Here is the last Guided By Voices album. Not in the sense of "Here is the previous Guided By Voices album," but in the sense of "final." If it’s true in movies where the voice-over says "You never really appreciate something until it’s gone," and the credits roll, and you leave the theater with little bits of popcorn stuck to your shoes, then you will soon appreciate Guided By Voices. Because following this album and its ensuing tour, the band will be gone. After twenty-odd years, twenty-odd lineups, and twenty-odd albums, EPs, singles, triples, stolen bases, misdemeanor convictions, and broken hearts, Dayton, OH’s fortunate sons are taking leave of your senses.

"This feels like the last album for Guided By Voices," explains Robert Pollard, known to his friends as "Robert Pollard," GBV’s lone constant member, lead singer, and famously prolific songwriter. "I’ve always said that when I make a record that I’m totally satisfied with as befitting a final album, then that will be it. And this is it."

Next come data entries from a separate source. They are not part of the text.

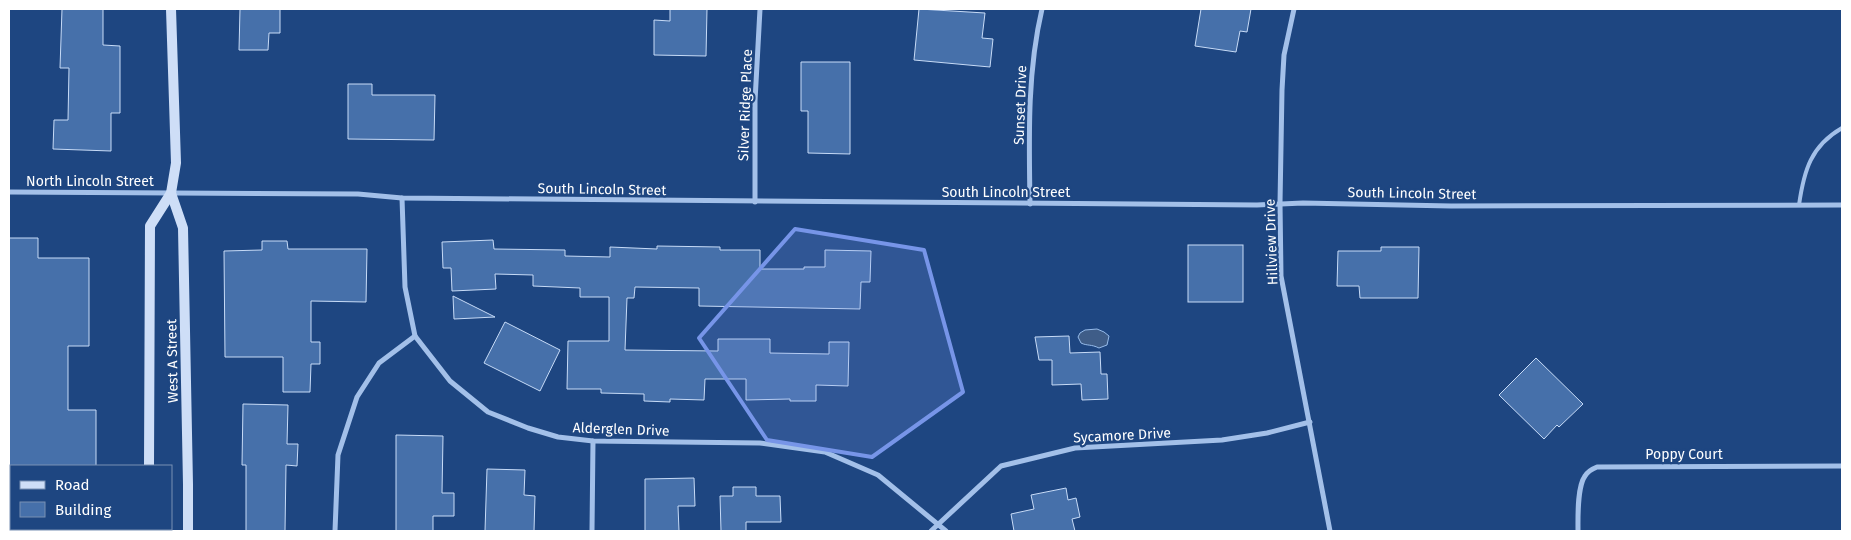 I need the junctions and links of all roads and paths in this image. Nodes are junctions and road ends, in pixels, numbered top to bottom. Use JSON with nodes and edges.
{"nodes":[{"id":1,"x":171,"y":9,"type":"edge"},
{"id":2,"x":760,"y":9,"type":"edge"},
{"id":3,"x":1042,"y":9,"type":"edge"},
{"id":4,"x":1294,"y":9,"type":"edge"},
{"id":5,"x":1842,"y":128,"type":"edge"},
{"id":6,"x":9,"y":192,"type":"edge"},
{"id":7,"x":171,"y":193,"type":"junction"},
{"id":8,"x":402,"y":198,"type":"junction"},
{"id":9,"x":755,"y":202,"type":"junction"},
{"id":10,"x":1280,"y":203,"type":"junction"},
{"id":11,"x":1030,"y":204,"type":"junction"},
{"id":12,"x":1799,"y":204,"type":"junction"},
{"id":13,"x":1842,"y":205,"type":"edge"},
{"id":14,"x":415,"y":336,"type":"junction"},
{"id":15,"x":1310,"y":422,"type":"junction"},
{"id":16,"x":593,"y":441,"type":"junction"},
{"id":17,"x":149,"y":465,"type":"edge"},
{"id":18,"x":1842,"y":466,"type":"edge"},
{"id":19,"x":939,"y":524,"type":"junction"},
{"id":20,"x":188,"y":531,"type":"edge"},
{"id":21,"x":335,"y":531,"type":"edge"},
{"id":22,"x":592,"y":531,"type":"edge"},
{"id":23,"x":931,"y":531,"type":"edge"},
{"id":24,"x":946,"y":531,"type":"edge"},
{"id":25,"x":1330,"y":531,"type":"edge"},
{"id":26,"x":1578,"y":531,"type":"edge"}],
"edges":[{"from":1,"to":7,"type":"main road","name":"West A Street"},
{"from":2,"to":9,"type":"street","name":"Silver Ridge Place"},
{"from":3,"to":11,"type":"street","name":"Sunset Drive"},
{"from":4,"to":10,"type":"street","name":"Hillview Drive"},
{"from":5,"to":12,"type":"lane"},
{"from":6,"to":7,"type":"street","name":"North Lincoln Street"},
{"from":7,"to":8,"type":"street","name":"South Lincoln Street"},
{"from":7,"to":17,"type":"main road","name":"West A Street"},
{"from":7,"to":20,"type":"main road","name":"West A Street"},
{"from":8,"to":9,"type":"street","name":"South Lincoln Street"},
{"from":8,"to":14,"type":"street","name":"Alderglen Drive"},
{"from":9,"to":11,"type":"street","name":"South Lincoln Street"},
{"from":10,"to":11,"type":"street","name":"South Lincoln Street"},
{"from":10,"to":12,"type":"street","name":"South Lincoln Street"},
{"from":10,"to":15,"type":"street","name":"Hillview Drive"},
{"from":12,"to":13,"type":"street","name":"South Lincoln Street"},
{"from":14,"to":16,"type":"street","name":"Alderglen Drive"},
{"from":14,"to":21,"type":"street"},
{"from":15,"to":19,"type":"street","name":"Sycamore Drive"},
{"from":15,"to":25,"type":"street","name":"Hillview Drive"},
{"from":16,"to":19,"type":"street","name":"Alderglen Drive"},
{"from":16,"to":22,"type":"street"},
{"from":18,"to":26,"type":"street","name":"Poppy Court"},
{"from":19,"to":23,"type":"street","name":"Sycamore Drive"},
{"from":19,"to":24,"type":"street","name":"Alderglen Drive"}]} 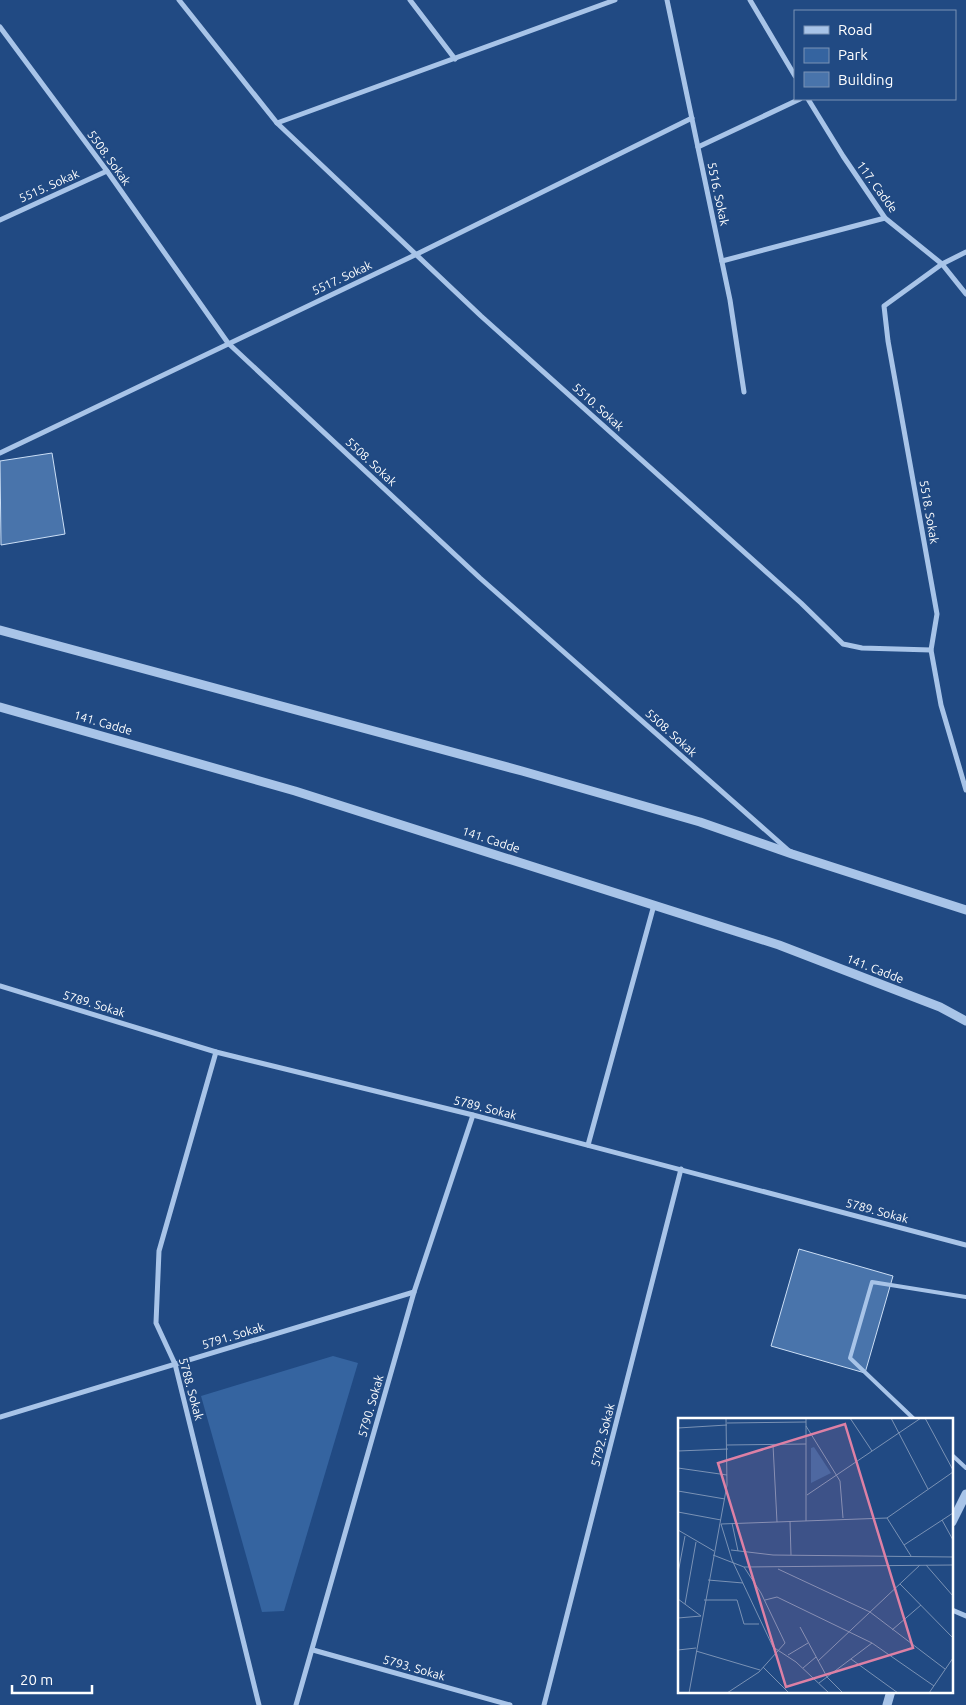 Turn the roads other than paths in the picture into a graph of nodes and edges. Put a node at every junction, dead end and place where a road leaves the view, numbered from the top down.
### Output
1 (179, 0) edge
2 (410, 0) edge
3 (615, 0) edge
4 (667, 0) edge
5 (750, 0) edge
6 (0, 27) edge
7 (454, 59) junction
8 (794, 74) edge
9 (798, 100) edge
10 (809, 100) edge
11 (692, 118) junction
12 (277, 123) junction
13 (698, 147) junction
14 (107, 172) junction
15 (885, 218) junction
16 (0, 220) edge
17 (966, 252) edge
18 (417, 254) junction
19 (722, 260) junction
20 (942, 264) junction
21 (966, 294) edge
22 (228, 343) junction
23 (744, 392) dead end
24 (0, 453) edge
25 (0, 630) edge
26 (931, 650) junction
27 (0, 706) edge
28 (966, 790) edge
29 (792, 854) junction
30 (654, 905) junction
31 (966, 910) edge
32 (0, 986) edge
33 (966, 1021) edge
34 (216, 1052) junction
35 (473, 1115) junction
36 (588, 1145) junction
37 (681, 1170) junction
38 (966, 1245) edge
39 (414, 1292) junction
40 (966, 1297) edge
41 (175, 1364) junction
42 (0, 1418) edge
43 (913, 1418) edge
44 (954, 1457) edge
45 (966, 1468) edge
46 (966, 1494) edge
47 (954, 1518) edge
48 (954, 1611) edge
49 (966, 1616) edge
50 (312, 1650) junction
51 (891, 1692) edge
52 (259, 1705) edge
53 (296, 1705) edge
54 (510, 1705) edge
55 (544, 1705) edge
56 (887, 1705) edge

1 - 12 street, 5510. Sokak
2 - 7 street
3 - 7 street
4 - 11 street, 5516. Sokak
5 - 8 street
6 - 14 street, 5508. Sokak
7 - 12 street
9 - 13 street
10 - 15 street, 117. Cadde
11 - 13 street, 5516. Sokak
11 - 18 street, 5517. Sokak
12 - 18 street, 5510. Sokak
13 - 19 street, 5516. Sokak
14 - 16 street, 5515. Sokak
14 - 22 street, 5508. Sokak
15 - 19 street
15 - 20 street, 117. Cadde
17 - 20 street
18 - 22 street, 5517. Sokak
18 - 26 street, 5510. Sokak
19 - 23 street, 5516. Sokak
20 - 21 street, 117. Cadde
20 - 26 street, 5518. Sokak
22 - 24 street, 5517. Sokak
22 - 29 street, 5508. Sokak
25 - 29 street
26 - 28 street, 5518. Sokak
27 - 30 street, 141. Cadde
29 - 31 street
30 - 33 street, 141. Cadde
30 - 36 street
32 - 34 street, 5789. Sokak
34 - 35 street, 5789. Sokak
34 - 41 street, 5788. Sokak
35 - 36 street, 5789. Sokak
35 - 39 street, 5790. Sokak
36 - 37 street, 5789. Sokak
37 - 38 street, 5789. Sokak
37 - 55 street, 5792. Sokak
39 - 41 street, 5791. Sokak
39 - 50 street, 5790. Sokak
40 - 43 lane
41 - 42 street, 5791. Sokak
41 - 52 street, 5788. Sokak
44 - 45 lane
46 - 47 street
48 - 49 street
50 - 53 street, 5790. Sokak
50 - 54 street, 5793. Sokak
51 - 56 street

This, entitled 'Half Smiles Of The Decomposed' (a line from the album’s terrific second song, "Sleepover Jack"), may well be the strongest set of music the band has ever released for public consumption, but to be honest, we’re a little tired of saying that every time GBV puts out a new record. The truth loses its power of affect with repetition, apparently. There’s only so many times you can play people a song like "Girls Of Wild Strawberries," for instance, drawing attention to its deceptively simple structure, influenced at the same time by both American and British veins of mid-60s chime-pop, pointing out the intricate interweaving guitar lines, the stunning word-play, the vastly melancholic and somehow still uplifting tone, the impeccably tossed-off phrasing, hell, even the stately, plump rhythm section, only to have these same (ordinarily intelligent and open-minded) people whine "I liked their earlier, funnier stuff," before you want to beat your head against the side of Dayton’s Canal Street Tavern. Which is made of brick.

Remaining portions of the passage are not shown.